Re: Linux supports hot-swappable hardware? [was Re:

From
Jonathan Bartlett
Date:
> Linux supports hot-swappable hardware? As in swappng CPU/RAM/Add on cards on
> the fly?

No CPUs or RAM.  The problem isn't the kernel, realy, it's x86 hardware.
The kernel guys aren't going to bother to try to support it until there's
hardware support.

However for PCI cards, USB, Firewire, and SCSI devices, Linux has had
hotswap capability for a long while now.

Jon

>
> That is news to me. Could you point me to more resources on this?
>
>
> Bye
>  Shridhar
>
> --
> work, n.:    The blessed respite from screaming kids and    soap operas for which you
> actually get paid.
>
>
> ---------------------------(end of broadcast)---------------------------
> TIP 3: if posting/reading through Usenet, please send an appropriate
>       subscribe-nomail command to majordomo@postgresql.org so that your
>       message can get through to the mailing list cleanly
>


Re: Linux supports hot-swappable hardware? [was Re:

From
"scott.marlowe"
Date:
On Wed, 18 Jun 2003, Shridhar Daithankar wrote:

> On 18 Jun 2003 at 5:36, scott.marlowe wrote:
> > The linux kernel is supposed to have hot swappable hardware support in it
> > eventually for both those platforms, so you've got your 24/7 with no need
>
> Linux supports hot-swappable hardware? As in swappng CPU/RAM/Add on cards on
> the fly?
>
> That is news to me. Could you point me to more resources on this?

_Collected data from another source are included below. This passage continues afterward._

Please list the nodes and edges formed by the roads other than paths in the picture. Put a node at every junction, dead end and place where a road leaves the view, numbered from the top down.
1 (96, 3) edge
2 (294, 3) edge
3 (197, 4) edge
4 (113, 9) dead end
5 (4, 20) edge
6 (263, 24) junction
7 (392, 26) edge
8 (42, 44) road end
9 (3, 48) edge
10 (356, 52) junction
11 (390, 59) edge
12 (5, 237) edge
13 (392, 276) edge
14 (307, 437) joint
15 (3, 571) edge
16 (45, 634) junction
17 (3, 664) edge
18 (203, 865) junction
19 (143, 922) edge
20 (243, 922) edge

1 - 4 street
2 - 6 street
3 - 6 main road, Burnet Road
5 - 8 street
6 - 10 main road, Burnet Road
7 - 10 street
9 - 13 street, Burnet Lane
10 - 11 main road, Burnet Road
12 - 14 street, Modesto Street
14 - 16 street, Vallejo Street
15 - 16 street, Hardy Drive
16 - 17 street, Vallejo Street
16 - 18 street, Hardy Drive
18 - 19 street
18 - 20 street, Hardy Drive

No, it doesn't, it's supposedly being worked on.

http://lwn.net/2001/0510/a/hot-swap-cpu.php3


Re: Linux supports hot-swappable hardware? [was Re:

From
"scott.marlowe"
Date:
On Wed, 18 Jun 2003, Ernest E Vogelsinger wrote:

> At 14:41 18.06.2003, Shridhar Daithankar said:
> --------------------[snip]--------------------
> >
> >Linux supports hot-swappable hardware? As in swappng CPU/RAM/Add on cards on
> >the fly?
> >
> >That is news to me. Could you point me to more resources on this?
> --------------------[snip]--------------------
>
> AFAIK swappable hardware needs to be supported by the hardware as well.
> Currently hard disks and power supplies can be hot-swapped, I never heard
> of the possibility to hot-swap directly on the data bus (memory, CPU, slot
> cards).

Mainframes and Sun E class servers have supported this for years, with
their own OS in place.  RUnning Linux in an LPAR on a mainframe allows you
to do this right now, albeit requiring the linux image to be restarted to
see the change.

There ARE kernel patches in the works for 2.5/2.6 to allow this, and
patches already released against older 2.4 kernels to allow it.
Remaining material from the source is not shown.